(Data excerpts)
----------

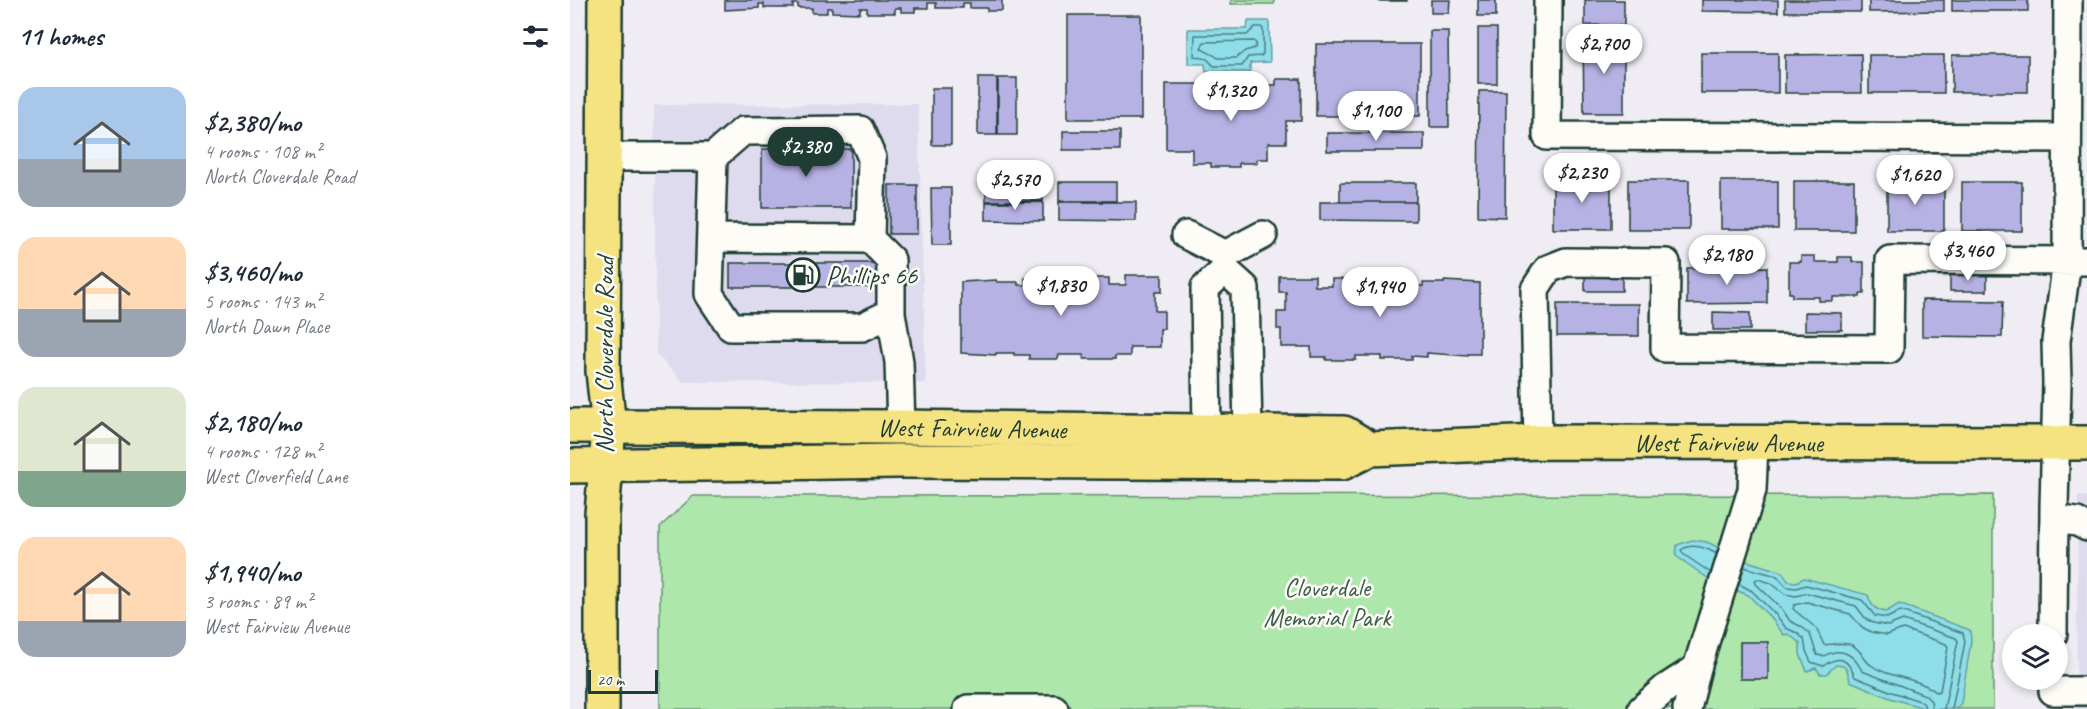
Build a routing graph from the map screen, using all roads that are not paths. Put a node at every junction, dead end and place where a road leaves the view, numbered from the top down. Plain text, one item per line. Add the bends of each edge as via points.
1 (605, 0) edge
2 (1548, 0) edge
3 (2068, 0) edge
4 (2067, 138) junction
5 (604, 157) junction
6 (713, 157) junction
7 (1186, 235) dead end
8 (1263, 235) dead end
9 (711, 237) junction
10 (870, 239) junction
11 (2077, 261) edge
12 (1225, 262) junction
13 (891, 313) junction
14 (570, 426) edge
15 (609, 427) junction
16 (901, 427) junction
17 (1207, 432) junction
18 (1248, 432) junction
19 (1538, 442) junction
20 (2071, 443) edge
21 (1754, 444) junction
22 (1370, 449) junction
23 (605, 465) junction
24 (570, 466) edge
25 (2054, 519) junction
26 (2087, 526) edge
27 (2054, 624) edge
28 (1697, 668) junction
29 (2087, 691) edge
30 (2053, 693) edge
31 (602, 709) edge
32 (968, 709) edge
33 (1054, 709) edge
34 (1642, 709) edge
35 (1687, 709) edge

1 - 5 main road, North Cloverdale Road
2 - 4 street via 1547,136
3 - 4 street
4 - 11 street
5 - 6 street
5 - 15 main road, North Cloverdale Road via 603,371
6 - 9 street
6 - 10 street via 743,131 860,130 872,158
7 - 12 street
8 - 12 street
9 - 10 street
9 - 13 street via 709,294 731,327 862,327
10 - 13 street via 891,260
11 - 19 street via 1890,260 1889,349 1665,348 1666,263 1566,262 1548,269 1535,289
11 - 20 street via 2056,341 2057,383
12 - 17 street via 1205,288
12 - 18 street via 1245,288
13 - 16 street
14 - 15 main road, West Fairview Avenue
15 - 16 main road, West Fairview Avenue
15 - 23 main road, North Cloverdale Road
16 - 17 main road, West Fairview Avenue
17 - 18 main road, West Fairview Avenue
18 - 22 main road, West Fairview Avenue via 1344,433
19 - 21 main road, West Fairview Avenue
19 - 22 main road, West Fairview Avenue
20 - 21 main road, West Fairview Avenue
20 - 25 street
21 - 28 street via 1752,490
22 - 23 main road, West Fairview Avenue via 1342,463 897,461
23 - 24 main road, West Fairview Avenue
23 - 31 main road, North Cloverdale Road
25 - 26 street
25 - 27 street
28 - 34 street
28 - 35 street
29 - 30 street
32 - 33 street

----------

▶ Task goal: Of all the entries above, how many lines contain the string "North"? Answer with the number only.

▶ Answer area: 4